From the records below, pull each line that has "edges".
== DATA PROVIDED
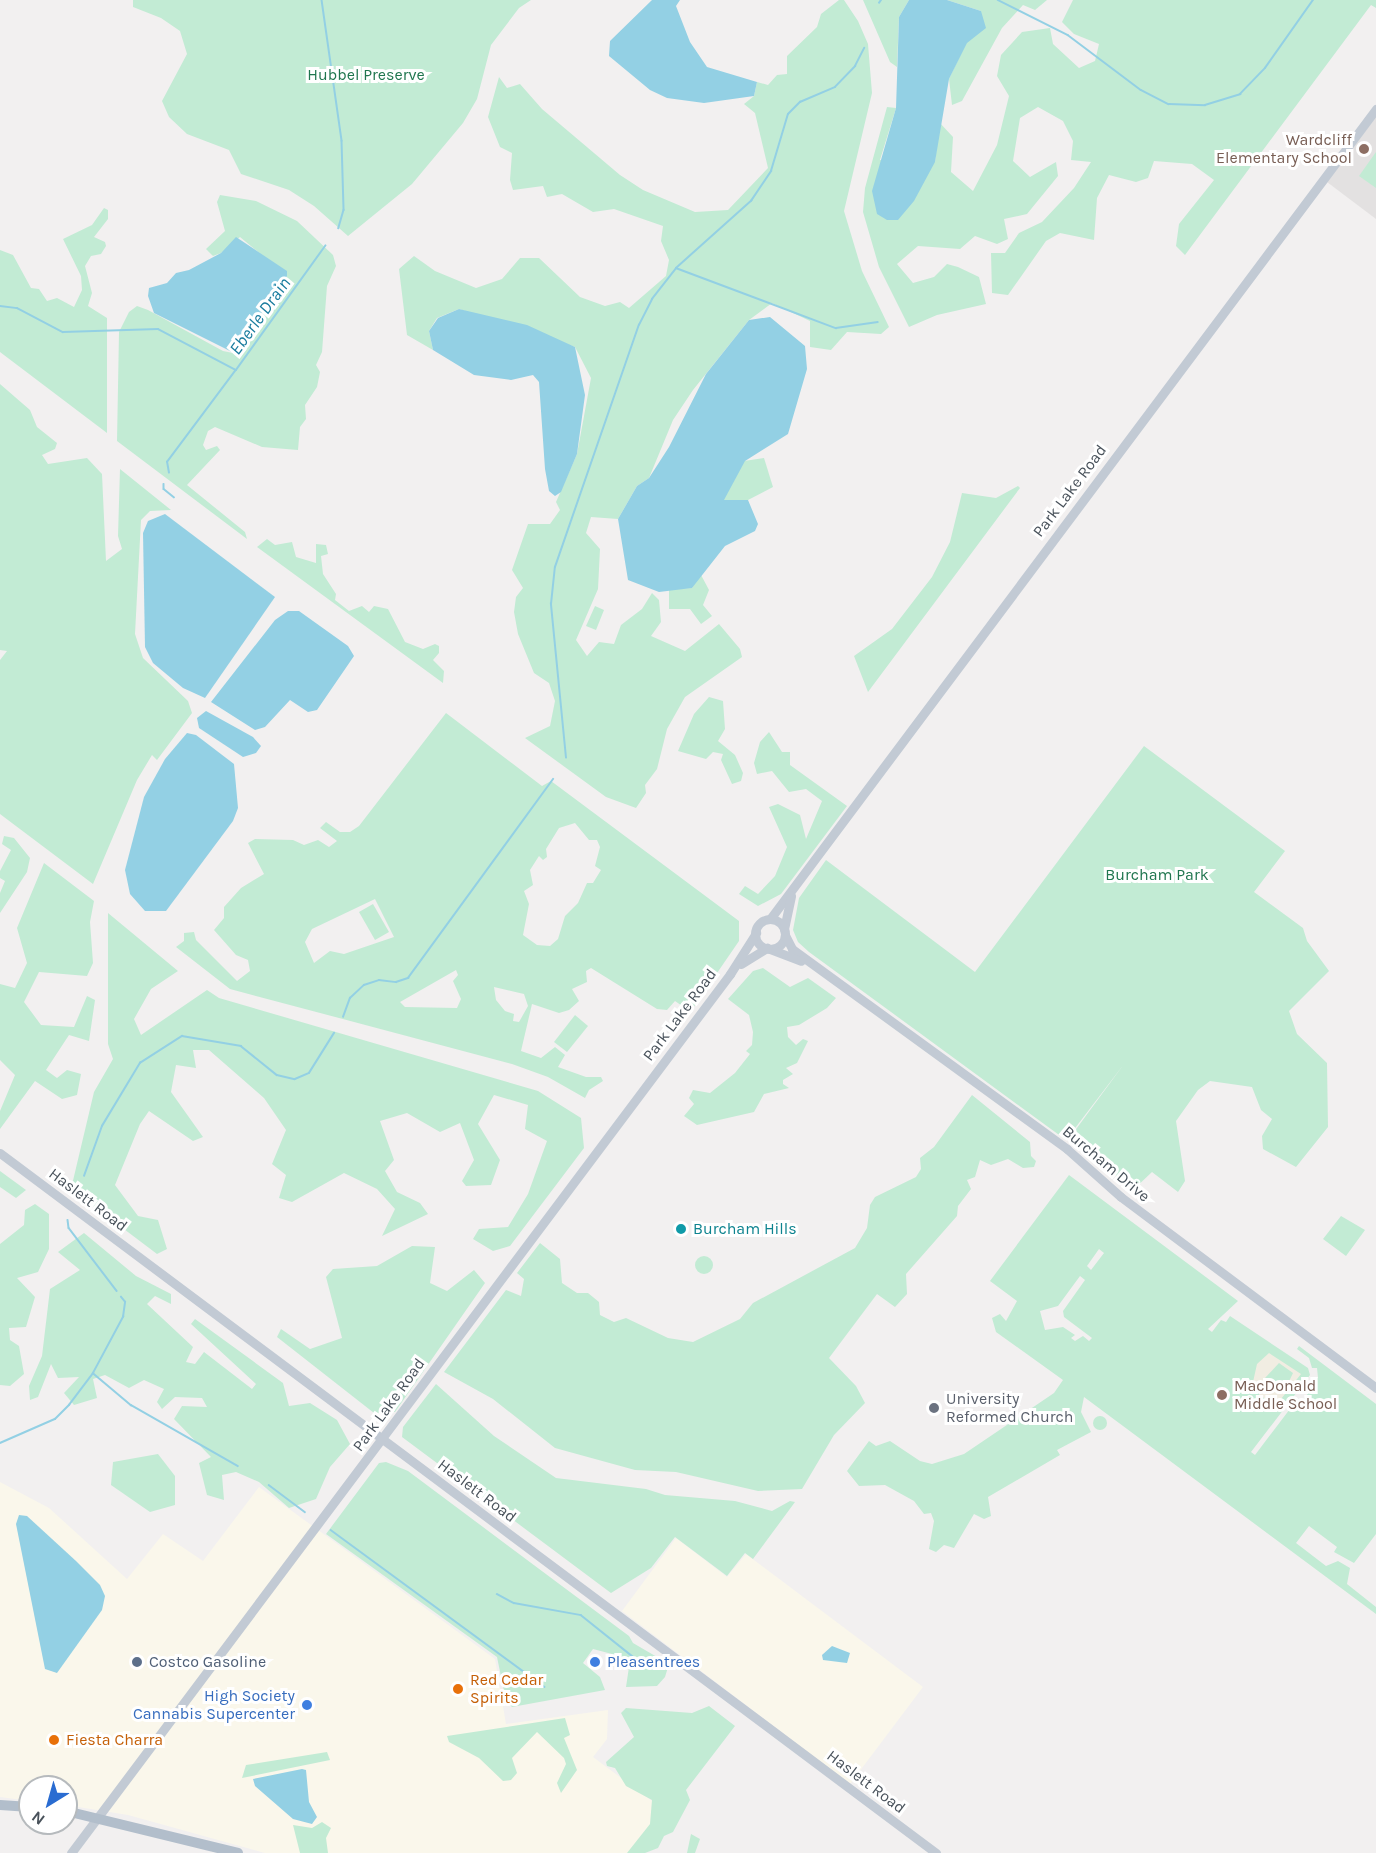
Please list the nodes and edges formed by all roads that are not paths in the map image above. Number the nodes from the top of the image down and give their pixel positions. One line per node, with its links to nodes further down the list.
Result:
1 (1376, 109): 2 (street, Park Lake Road)
2 (791, 892): 3 (street, Park Lake Road); 4 (street, Park Lake Road)
3 (770, 919): 4 (street); 5 (street)
4 (785, 932): 6 (street); 7 (street, Burcham Drive)
5 (756, 933): 6 (street); 8 (street, Park Lake Road)
6 (769, 948): 7 (street, Burcham Drive); 8 (street, Park Lake Road)
7 (816, 966): 10 (street, Burcham Drive)
8 (730, 974): 11 (street, Park Lake Road)
9 (0, 1153): 11 (street, Haslett Road)
10 (1376, 1388)
11 (383, 1438): 15 (street, Park Lake Road); 18 (street, Haslett Road)
12 (0, 1805): 13 (main road)
13 (18, 1806)
14 (78, 1813): 15 (main road)
15 (99, 1816): 16 (street, Park Lake Road); 17 (main road)
16 (71, 1853)
17 (238, 1853)
18 (936, 1853)

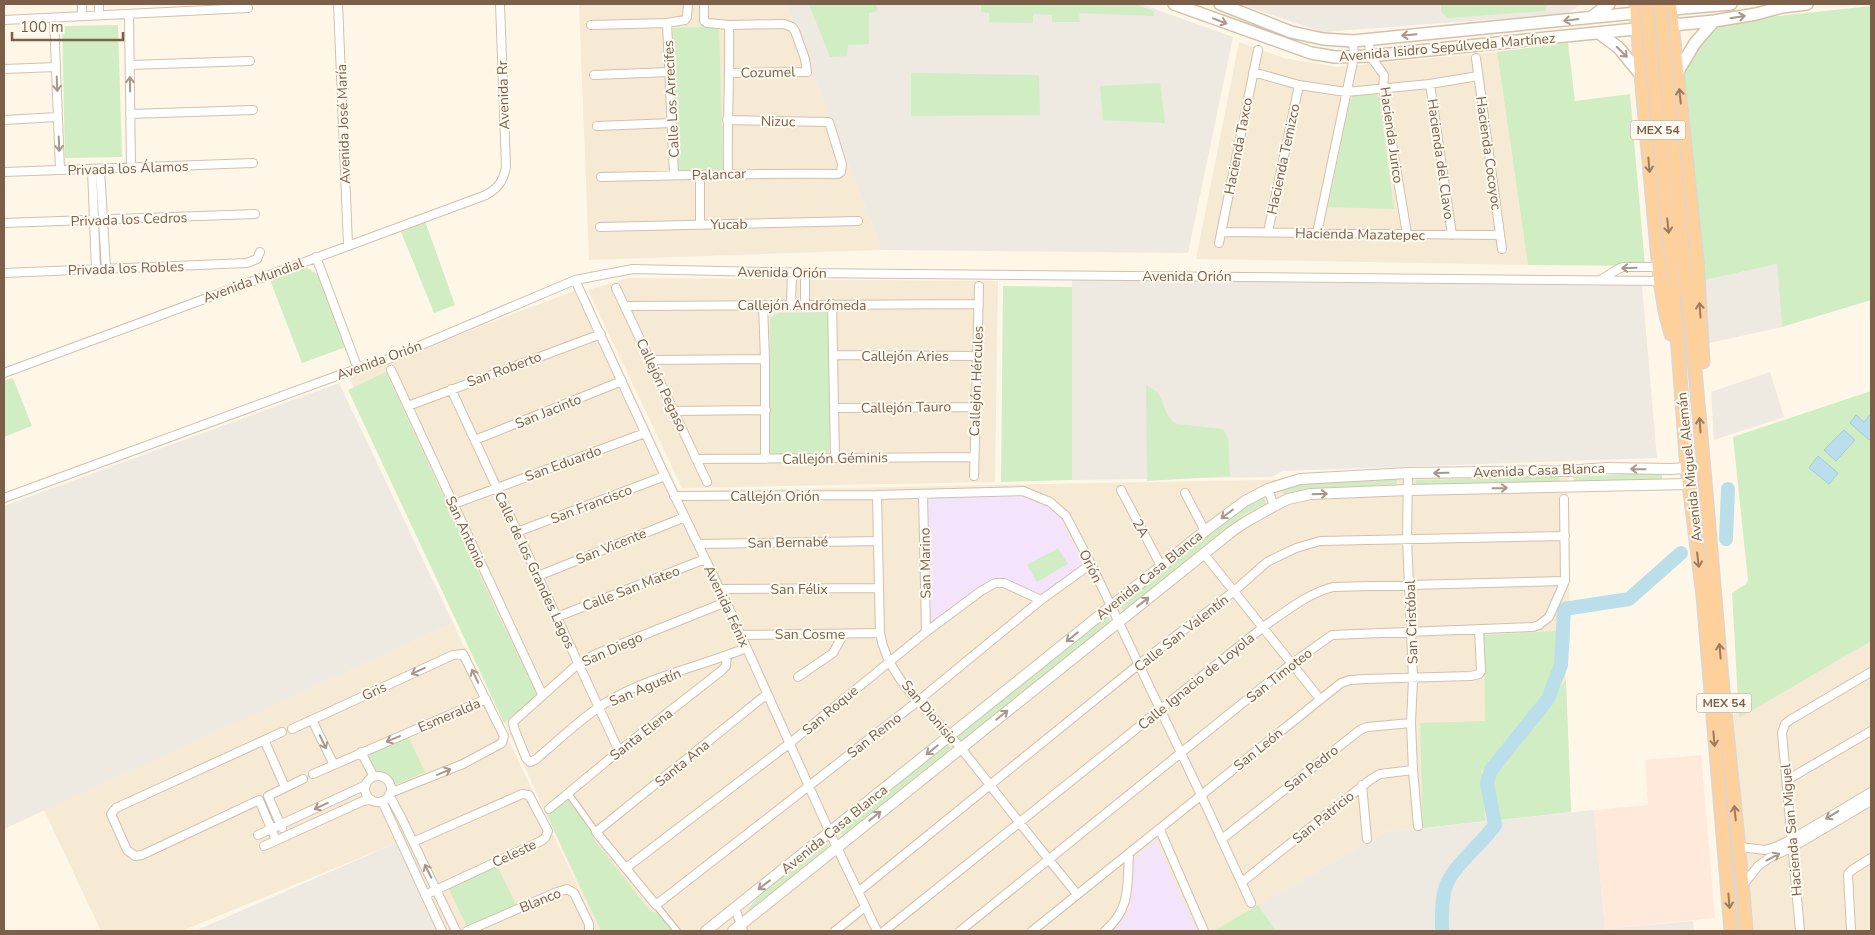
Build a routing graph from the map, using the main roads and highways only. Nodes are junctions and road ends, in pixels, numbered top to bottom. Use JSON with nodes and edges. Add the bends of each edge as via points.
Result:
{"nodes":[{"id":1,"x":1174,"y":4,"type":"edge"},
{"id":2,"x":1220,"y":4,"type":"edge"},
{"id":3,"x":1609,"y":4,"type":"edge"},
{"id":4,"x":1711,"y":4,"type":"edge"},
{"id":5,"x":1730,"y":4,"type":"edge"},
{"id":6,"x":1766,"y":4,"type":"edge"},
{"id":7,"x":1807,"y":4,"type":"edge"},
{"id":8,"x":1667,"y":5,"type":"edge"},
{"id":9,"x":1640,"y":7,"type":"edge"},
{"id":10,"x":1782,"y":7,"type":"junction"},
{"id":11,"x":1592,"y":17,"type":"junction"},
{"id":12,"x":1714,"y":21,"type":"junction"},
{"id":13,"x":1673,"y":24,"type":"junction"},
{"id":14,"x":1638,"y":29,"type":"junction"},
{"id":15,"x":1599,"y":33,"type":"junction"},
{"id":16,"x":1676,"y":67,"type":"junction"},
{"id":17,"x":1640,"y":69,"type":"junction"},
{"id":18,"x":1677,"y":254,"type":"junction"},
{"id":19,"x":1679,"y":353,"type":"junction"},
{"id":20,"x":1698,"y":393,"type":"junction"},
{"id":21,"x":1731,"y":931,"type":"edge"},
{"id":22,"x":1746,"y":931,"type":"edge"}],
"edges":[{"from":1,"to":15,"type":"main road","name":"Avenida Isidro Sepúlveda Martínez","one_way":true,"via":[[1311,53],[1335,57]]},
{"from":11,"to":2,"type":"main road","name":"Avenida Isidro Sepúlveda Martínez","one_way":true,"via":[[1353,41],[1290,32]]},
{"from":3,"to":11,"type":"main road"},
{"from":4,"to":5,"type":"main road","name":"Avenida Isidro Sepúlveda Martínez"},
{"from":4,"to":8,"type":"main road","name":"Avenida Isidro Sepúlveda Martínez"},
{"from":6,"to":10,"type":"main road"},
{"from":7,"to":10,"type":"main road"},
{"from":8,"to":9,"type":"main road","name":"Avenida Isidro Sepúlveda Martínez"},
{"from":8,"to":13,"type":"highway"},
{"from":8,"to":18,"type":"highway","name":"Avenida Miguel Alemán","number":"MEX 54","bridge":true},
{"from":9,"to":11,"type":"main road","name":"Avenida Isidro Sepúlveda Martínez"},
{"from":9,"to":14,"type":"highway"},
{"from":9,"to":18,"type":"highway","name":"Avenida Miguel Alemán","number":"MEX 54","one_way":true,"bridge":true},
{"from":12,"to":10,"type":"main road","name":"Avenida Isidro Sepúlveda Martínez","one_way":true},
{"from":12,"to":13,"type":"main road","name":"Avenida Isidro Sepúlveda Martínez"},
{"from":12,"to":16,"type":"main road"},
{"from":13,"to":14,"type":"main road","name":"Avenida Isidro Sepúlveda Martínez"},
{"from":13,"to":16,"type":"highway"},
{"from":14,"to":15,"type":"main road","name":"Avenida Isidro Sepúlveda Martínez"},
{"from":14,"to":17,"type":"highway"},
{"from":15,"to":17,"type":"main road","one_way":true},
{"from":16,"to":17,"type":"highway","via":[[1669,54],[1664,53],[1653,54]]},
{"from":20,"to":16,"type":"highway","one_way":true,"via":[[1704,372],[1697,261]]},
{"from":17,"to":19,"type":"highway","one_way":true,"via":[[1660,281],[1669,327]]},
{"from":18,"to":19,"type":"highway","name":"Avenida Miguel Alemán","number":"MEX 54"},
{"from":18,"to":20,"type":"highway","name":"Avenida Miguel Alemán","number":"MEX 54"},
{"from":19,"to":21,"type":"highway","name":"Avenida Miguel Alemán","number":"MEX 54","one_way":true},
{"from":22,"to":20,"type":"highway","name":"Avenida Miguel Alemán","number":"MEX 54","one_way":true}]}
====
→ TASK RESPONSE:
Please list the nodes and edges formed by all roads that are not paths in the map image above. Number the nodes from the top of the image down and give their pixel positions. One line per node, with its links to nodes further down the list.
Build a routing graph from the map, using the main roads and highways only. Nodes are junctions and road ends, in pixels, numbered top to bottom. Use JSON with nodes and edges. Add the bends of each edge as via points.
"edges":[{"from":1,"to":15,"type":"main road","name":"Avenida Isidro Sepúlveda Martínez","one_way":true,"via":[[1311,53],[1335,57]]},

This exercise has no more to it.